_Work task:_ All entries, exactly as written, should be output again.

+===+

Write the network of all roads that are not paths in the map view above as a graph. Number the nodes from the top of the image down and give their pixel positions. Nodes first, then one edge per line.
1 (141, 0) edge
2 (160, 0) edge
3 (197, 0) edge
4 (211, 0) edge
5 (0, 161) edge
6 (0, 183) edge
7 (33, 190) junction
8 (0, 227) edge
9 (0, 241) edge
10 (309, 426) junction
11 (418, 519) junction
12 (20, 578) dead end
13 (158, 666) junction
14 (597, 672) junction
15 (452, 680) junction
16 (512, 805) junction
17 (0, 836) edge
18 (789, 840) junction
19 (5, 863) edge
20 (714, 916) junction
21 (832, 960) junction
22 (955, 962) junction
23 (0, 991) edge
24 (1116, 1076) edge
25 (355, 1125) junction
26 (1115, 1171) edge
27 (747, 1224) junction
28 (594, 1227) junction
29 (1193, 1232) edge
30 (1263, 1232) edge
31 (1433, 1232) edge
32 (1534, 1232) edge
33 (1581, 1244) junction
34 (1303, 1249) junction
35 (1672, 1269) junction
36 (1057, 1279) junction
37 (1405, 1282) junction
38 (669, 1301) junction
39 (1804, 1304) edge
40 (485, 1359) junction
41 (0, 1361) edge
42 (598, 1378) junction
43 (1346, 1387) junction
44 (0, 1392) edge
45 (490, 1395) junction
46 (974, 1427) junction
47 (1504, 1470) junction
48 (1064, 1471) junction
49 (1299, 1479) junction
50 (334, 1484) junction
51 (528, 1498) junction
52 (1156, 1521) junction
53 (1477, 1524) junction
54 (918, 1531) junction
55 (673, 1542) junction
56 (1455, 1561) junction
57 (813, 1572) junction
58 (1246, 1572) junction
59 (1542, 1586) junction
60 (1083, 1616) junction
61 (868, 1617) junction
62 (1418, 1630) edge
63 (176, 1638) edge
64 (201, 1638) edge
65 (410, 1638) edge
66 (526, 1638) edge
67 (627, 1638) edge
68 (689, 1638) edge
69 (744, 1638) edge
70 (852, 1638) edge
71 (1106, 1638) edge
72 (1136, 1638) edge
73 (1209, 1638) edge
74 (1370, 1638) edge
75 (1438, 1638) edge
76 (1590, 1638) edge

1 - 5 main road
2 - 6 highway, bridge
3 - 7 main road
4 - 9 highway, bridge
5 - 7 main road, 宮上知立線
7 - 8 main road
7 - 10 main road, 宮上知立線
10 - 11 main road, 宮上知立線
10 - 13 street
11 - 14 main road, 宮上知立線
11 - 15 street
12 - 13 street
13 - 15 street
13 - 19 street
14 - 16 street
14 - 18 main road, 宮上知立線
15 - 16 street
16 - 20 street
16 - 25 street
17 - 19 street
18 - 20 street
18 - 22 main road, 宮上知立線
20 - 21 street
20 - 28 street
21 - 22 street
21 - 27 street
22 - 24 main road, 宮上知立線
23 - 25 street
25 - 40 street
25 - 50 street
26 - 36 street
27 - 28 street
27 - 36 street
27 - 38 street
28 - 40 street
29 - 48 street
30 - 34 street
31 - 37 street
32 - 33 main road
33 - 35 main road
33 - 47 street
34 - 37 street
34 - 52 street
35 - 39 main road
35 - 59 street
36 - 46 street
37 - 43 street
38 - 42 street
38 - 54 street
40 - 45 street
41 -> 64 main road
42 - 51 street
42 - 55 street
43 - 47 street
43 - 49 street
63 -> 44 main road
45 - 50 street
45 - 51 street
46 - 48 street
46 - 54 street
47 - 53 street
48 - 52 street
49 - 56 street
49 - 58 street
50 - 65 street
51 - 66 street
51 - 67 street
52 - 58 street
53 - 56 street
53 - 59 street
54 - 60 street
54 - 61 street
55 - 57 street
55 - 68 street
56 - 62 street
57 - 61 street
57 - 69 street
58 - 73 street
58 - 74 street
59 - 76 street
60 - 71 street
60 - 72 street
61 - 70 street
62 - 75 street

+===+

_Solution:_
Write the network of all roads that are not paths in the map view above as a graph. Number the nodes from the top of the image down and give their pixel positions. Nodes first, then one edge per line.
1 (141, 0) edge
2 (160, 0) edge
3 (197, 0) edge
4 (211, 0) edge
5 (0, 161) edge
6 (0, 183) edge
7 (33, 190) junction
8 (0, 227) edge
9 (0, 241) edge
10 (309, 426) junction
11 (418, 519) junction
12 (20, 578) dead end
13 (158, 666) junction
14 (597, 672) junction
15 (452, 680) junction
16 (512, 805) junction
17 (0, 836) edge
18 (789, 840) junction
19 (5, 863) edge
20 (714, 916) junction
21 (832, 960) junction
22 (955, 962) junction
23 (0, 991) edge
24 (1116, 1076) edge
25 (355, 1125) junction
26 (1115, 1171) edge
27 (747, 1224) junction
28 (594, 1227) junction
29 (1193, 1232) edge
30 (1263, 1232) edge
31 (1433, 1232) edge
32 (1534, 1232) edge
33 (1581, 1244) junction
34 (1303, 1249) junction
35 (1672, 1269) junction
36 (1057, 1279) junction
37 (1405, 1282) junction
38 (669, 1301) junction
39 (1804, 1304) edge
40 (485, 1359) junction
41 (0, 1361) edge
42 (598, 1378) junction
43 (1346, 1387) junction
44 (0, 1392) edge
45 (490, 1395) junction
46 (974, 1427) junction
47 (1504, 1470) junction
48 (1064, 1471) junction
49 (1299, 1479) junction
50 (334, 1484) junction
51 (528, 1498) junction
52 (1156, 1521) junction
53 (1477, 1524) junction
54 (918, 1531) junction
55 (673, 1542) junction
56 (1455, 1561) junction
57 (813, 1572) junction
58 (1246, 1572) junction
59 (1542, 1586) junction
60 (1083, 1616) junction
61 (868, 1617) junction
62 (1418, 1630) edge
63 (176, 1638) edge
64 (201, 1638) edge
65 (410, 1638) edge
66 (526, 1638) edge
67 (627, 1638) edge
68 (689, 1638) edge
69 (744, 1638) edge
70 (852, 1638) edge
71 (1106, 1638) edge
72 (1136, 1638) edge
73 (1209, 1638) edge
74 (1370, 1638) edge
75 (1438, 1638) edge
76 (1590, 1638) edge

1 - 5 main road
2 - 6 highway, bridge
3 - 7 main road
4 - 9 highway, bridge
5 - 7 main road, 宮上知立線
7 - 8 main road
7 - 10 main road, 宮上知立線
10 - 11 main road, 宮上知立線
10 - 13 street
11 - 14 main road, 宮上知立線
11 - 15 street
12 - 13 street
13 - 15 street
13 - 19 street
14 - 16 street
14 - 18 main road, 宮上知立線
15 - 16 street
16 - 20 street
16 - 25 street
17 - 19 street
18 - 20 street
18 - 22 main road, 宮上知立線
20 - 21 street
20 - 28 street
21 - 22 street
21 - 27 street
22 - 24 main road, 宮上知立線
23 - 25 street
25 - 40 street
25 - 50 street
26 - 36 street
27 - 28 street
27 - 36 street
27 - 38 street
28 - 40 street
29 - 48 street
30 - 34 street
31 - 37 street
32 - 33 main road
33 - 35 main road
33 - 47 street
34 - 37 street
34 - 52 street
35 - 39 main road
35 - 59 street
36 - 46 street
37 - 43 street
38 - 42 street
38 - 54 street
40 - 45 street
41 -> 64 main road
42 - 51 street
42 - 55 street
43 - 47 street
43 - 49 street
63 -> 44 main road
45 - 50 street
45 - 51 street
46 - 48 street
46 - 54 street
47 - 53 street
48 - 52 street
49 - 56 street
49 - 58 street
50 - 65 street
51 - 66 street
51 - 67 street
52 - 58 street
53 - 56 street
53 - 59 street
54 - 60 street
54 - 61 street
55 - 57 street
55 - 68 street
56 - 62 street
57 - 61 street
57 - 69 street
58 - 73 street
58 - 74 street
59 - 76 street
60 - 71 street
60 - 72 street
61 - 70 street
62 - 75 street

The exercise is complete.